[[ PROVIDED ENTRIES, beginning ]]

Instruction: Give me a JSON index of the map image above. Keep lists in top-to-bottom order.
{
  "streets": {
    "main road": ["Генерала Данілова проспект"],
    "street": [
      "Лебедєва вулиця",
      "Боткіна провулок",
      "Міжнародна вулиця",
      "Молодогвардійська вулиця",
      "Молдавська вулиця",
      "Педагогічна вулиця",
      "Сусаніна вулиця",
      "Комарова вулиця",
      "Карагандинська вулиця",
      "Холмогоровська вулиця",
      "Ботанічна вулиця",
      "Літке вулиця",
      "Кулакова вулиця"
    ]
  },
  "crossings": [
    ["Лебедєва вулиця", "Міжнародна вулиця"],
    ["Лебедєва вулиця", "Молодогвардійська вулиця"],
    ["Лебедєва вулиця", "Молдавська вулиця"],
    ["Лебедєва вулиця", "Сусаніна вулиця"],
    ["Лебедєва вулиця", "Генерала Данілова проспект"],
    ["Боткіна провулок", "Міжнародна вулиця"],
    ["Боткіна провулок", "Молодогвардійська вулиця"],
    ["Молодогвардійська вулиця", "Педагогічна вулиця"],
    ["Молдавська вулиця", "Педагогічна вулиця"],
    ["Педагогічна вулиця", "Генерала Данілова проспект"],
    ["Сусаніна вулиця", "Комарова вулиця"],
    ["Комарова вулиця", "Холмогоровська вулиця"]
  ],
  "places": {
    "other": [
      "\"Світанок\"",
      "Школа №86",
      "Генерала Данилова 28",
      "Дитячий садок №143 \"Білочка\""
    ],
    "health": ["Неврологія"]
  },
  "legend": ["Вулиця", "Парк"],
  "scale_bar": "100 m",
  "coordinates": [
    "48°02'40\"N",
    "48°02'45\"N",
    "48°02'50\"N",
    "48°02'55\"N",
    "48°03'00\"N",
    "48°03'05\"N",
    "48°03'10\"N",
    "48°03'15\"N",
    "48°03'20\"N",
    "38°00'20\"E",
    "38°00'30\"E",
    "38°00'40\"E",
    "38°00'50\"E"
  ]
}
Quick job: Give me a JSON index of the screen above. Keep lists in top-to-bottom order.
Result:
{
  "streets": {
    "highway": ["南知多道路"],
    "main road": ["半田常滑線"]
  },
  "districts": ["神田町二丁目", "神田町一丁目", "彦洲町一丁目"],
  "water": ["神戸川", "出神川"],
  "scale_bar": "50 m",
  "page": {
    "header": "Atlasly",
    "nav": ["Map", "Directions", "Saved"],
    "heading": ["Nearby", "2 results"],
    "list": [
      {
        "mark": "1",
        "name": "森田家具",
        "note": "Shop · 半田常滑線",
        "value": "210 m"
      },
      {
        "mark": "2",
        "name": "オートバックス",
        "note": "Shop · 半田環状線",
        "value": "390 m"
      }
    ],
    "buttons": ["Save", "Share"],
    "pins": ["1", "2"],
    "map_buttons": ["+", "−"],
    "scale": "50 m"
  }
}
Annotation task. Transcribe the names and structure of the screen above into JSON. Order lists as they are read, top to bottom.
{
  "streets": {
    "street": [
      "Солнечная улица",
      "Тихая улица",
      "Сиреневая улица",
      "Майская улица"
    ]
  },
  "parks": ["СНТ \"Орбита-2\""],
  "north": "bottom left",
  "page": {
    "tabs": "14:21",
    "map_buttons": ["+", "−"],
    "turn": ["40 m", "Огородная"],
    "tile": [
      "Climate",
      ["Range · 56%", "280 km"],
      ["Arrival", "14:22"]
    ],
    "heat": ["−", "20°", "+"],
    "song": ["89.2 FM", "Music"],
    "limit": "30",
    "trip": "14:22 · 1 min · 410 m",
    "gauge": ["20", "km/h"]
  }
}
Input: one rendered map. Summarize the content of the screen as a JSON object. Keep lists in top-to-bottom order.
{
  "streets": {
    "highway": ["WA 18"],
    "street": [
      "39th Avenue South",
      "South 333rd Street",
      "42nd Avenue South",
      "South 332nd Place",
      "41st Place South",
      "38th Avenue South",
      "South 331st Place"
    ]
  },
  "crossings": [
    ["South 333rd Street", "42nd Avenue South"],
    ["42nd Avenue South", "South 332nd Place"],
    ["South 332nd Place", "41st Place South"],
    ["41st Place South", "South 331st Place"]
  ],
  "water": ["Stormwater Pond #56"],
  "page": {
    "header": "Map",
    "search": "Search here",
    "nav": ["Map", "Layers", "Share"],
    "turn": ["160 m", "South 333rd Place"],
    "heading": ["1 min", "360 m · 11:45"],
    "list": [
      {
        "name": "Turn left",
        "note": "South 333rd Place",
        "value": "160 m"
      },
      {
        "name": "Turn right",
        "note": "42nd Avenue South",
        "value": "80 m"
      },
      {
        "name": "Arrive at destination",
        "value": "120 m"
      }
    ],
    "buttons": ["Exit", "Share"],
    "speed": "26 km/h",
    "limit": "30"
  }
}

[[ PROVIDED ENTRIES, end ]]

> YOUR GOAL
Repeat the listing above without any change.

> RESULT OF THE TASK
Instruction: Give me a JSON index of the map image above. Keep lists in top-to-bottom order.
{
  "streets": {
    "main road": ["Генерала Данілова проспект"],
    "street": [
      "Лебедєва вулиця",
      "Боткіна провулок",
      "Міжнародна вулиця",
      "Молодогвардійська вулиця",
      "Молдавська вулиця",
      "Педагогічна вулиця",
      "Сусаніна вулиця",
      "Комарова вулиця",
      "Карагандинська вулиця",
      "Холмогоровська вулиця",
      "Ботанічна вулиця",
      "Літке вулиця",
      "Кулакова вулиця"
    ]
  },
  "crossings": [
    ["Лебедєва вулиця", "Міжнародна вулиця"],
    ["Лебедєва вулиця", "Молодогвардійська вулиця"],
    ["Лебедєва вулиця", "Молдавська вулиця"],
    ["Лебедєва вулиця", "Сусаніна вулиця"],
    ["Лебедєва вулиця", "Генерала Данілова проспект"],
    ["Боткіна провулок", "Міжнародна вулиця"],
    ["Боткіна провулок", "Молодогвардійська вулиця"],
    ["Молодогвардійська вулиця", "Педагогічна вулиця"],
    ["Молдавська вулиця", "Педагогічна вулиця"],
    ["Педагогічна вулиця", "Генерала Данілова проспект"],
    ["Сусаніна вулиця", "Комарова вулиця"],
    ["Комарова вулиця", "Холмогоровська вулиця"]
  ],
  "places": {
    "other": [
      "\"Світанок\"",
      "Школа №86",
      "Генерала Данилова 28",
      "Дитячий садок №143 \"Білочка\""
    ],
    "health": ["Неврологія"]
  },
  "legend": ["Вулиця", "Парк"],
  "scale_bar": "100 m",
  "coordinates": [
    "48°02'40\"N",
    "48°02'45\"N",
    "48°02'50\"N",
    "48°02'55\"N",
    "48°03'00\"N",
    "48°03'05\"N",
    "48°03'10\"N",
    "48°03'15\"N",
    "48°03'20\"N",
    "38°00'20\"E",
    "38°00'30\"E",
    "38°00'40\"E",
    "38°00'50\"E"
  ]
}
Quick job: Give me a JSON index of the screen above. Keep lists in top-to-bottom order.
Result:
{
  "streets": {
    "highway": ["南知多道路"],
    "main road": ["半田常滑線"]
  },
  "districts": ["神田町二丁目", "神田町一丁目", "彦洲町一丁目"],
  "water": ["神戸川", "出神川"],
  "scale_bar": "50 m",
  "page": {
    "header": "Atlasly",
    "nav": ["Map", "Directions", "Saved"],
    "heading": ["Nearby", "2 results"],
    "list": [
      {
        "mark": "1",
        "name": "森田家具",
        "note": "Shop · 半田常滑線",
        "value": "210 m"
      },
      {
        "mark": "2",
        "name": "オートバックス",
        "note": "Shop · 半田環状線",
        "value": "390 m"
      }
    ],
    "buttons": ["Save", "Share"],
    "pins": ["1", "2"],
    "map_buttons": ["+", "−"],
    "scale": "50 m"
  }
}
Annotation task. Transcribe the names and structure of the screen above into JSON. Order lists as they are read, top to bottom.
{
  "streets": {
    "street": [
      "Солнечная улица",
      "Тихая улица",
      "Сиреневая улица",
      "Майская улица"
    ]
  },
  "parks": ["СНТ \"Орбита-2\""],
  "north": "bottom left",
  "page": {
    "tabs": "14:21",
    "map_buttons": ["+", "−"],
    "turn": ["40 m", "Огородная"],
    "tile": [
      "Climate",
      ["Range · 56%", "280 km"],
      ["Arrival", "14:22"]
    ],
    "heat": ["−", "20°", "+"],
    "song": ["89.2 FM", "Music"],
    "limit": "30",
    "trip": "14:22 · 1 min · 410 m",
    "gauge": ["20", "km/h"]
  }
}
Input: one rendered map. Summarize the content of the screen as a JSON object. Keep lists in top-to-bottom order.
{
  "streets": {
    "highway": ["WA 18"],
    "street": [
      "39th Avenue South",
      "South 333rd Street",
      "42nd Avenue South",
      "South 332nd Place",
      "41st Place South",
      "38th Avenue South",
      "South 331st Place"
    ]
  },
  "crossings": [
    ["South 333rd Street", "42nd Avenue South"],
    ["42nd Avenue South", "South 332nd Place"],
    ["South 332nd Place", "41st Place South"],
    ["41st Place South", "South 331st Place"]
  ],
  "water": ["Stormwater Pond #56"],
  "page": {
    "header": "Map",
    "search": "Search here",
    "nav": ["Map", "Layers", "Share"],
    "turn": ["160 m", "South 333rd Place"],
    "heading": ["1 min", "360 m · 11:45"],
    "list": [
      {
        "name": "Turn left",
        "note": "South 333rd Place",
        "value": "160 m"
      },
      {
        "name": "Turn right",
        "note": "42nd Avenue South",
        "value": "80 m"
      },
      {
        "name": "Arrive at destination",
        "value": "120 m"
      }
    ],
    "buttons": ["Exit", "Share"],
    "speed": "26 km/h",
    "limit": "30"
  }
}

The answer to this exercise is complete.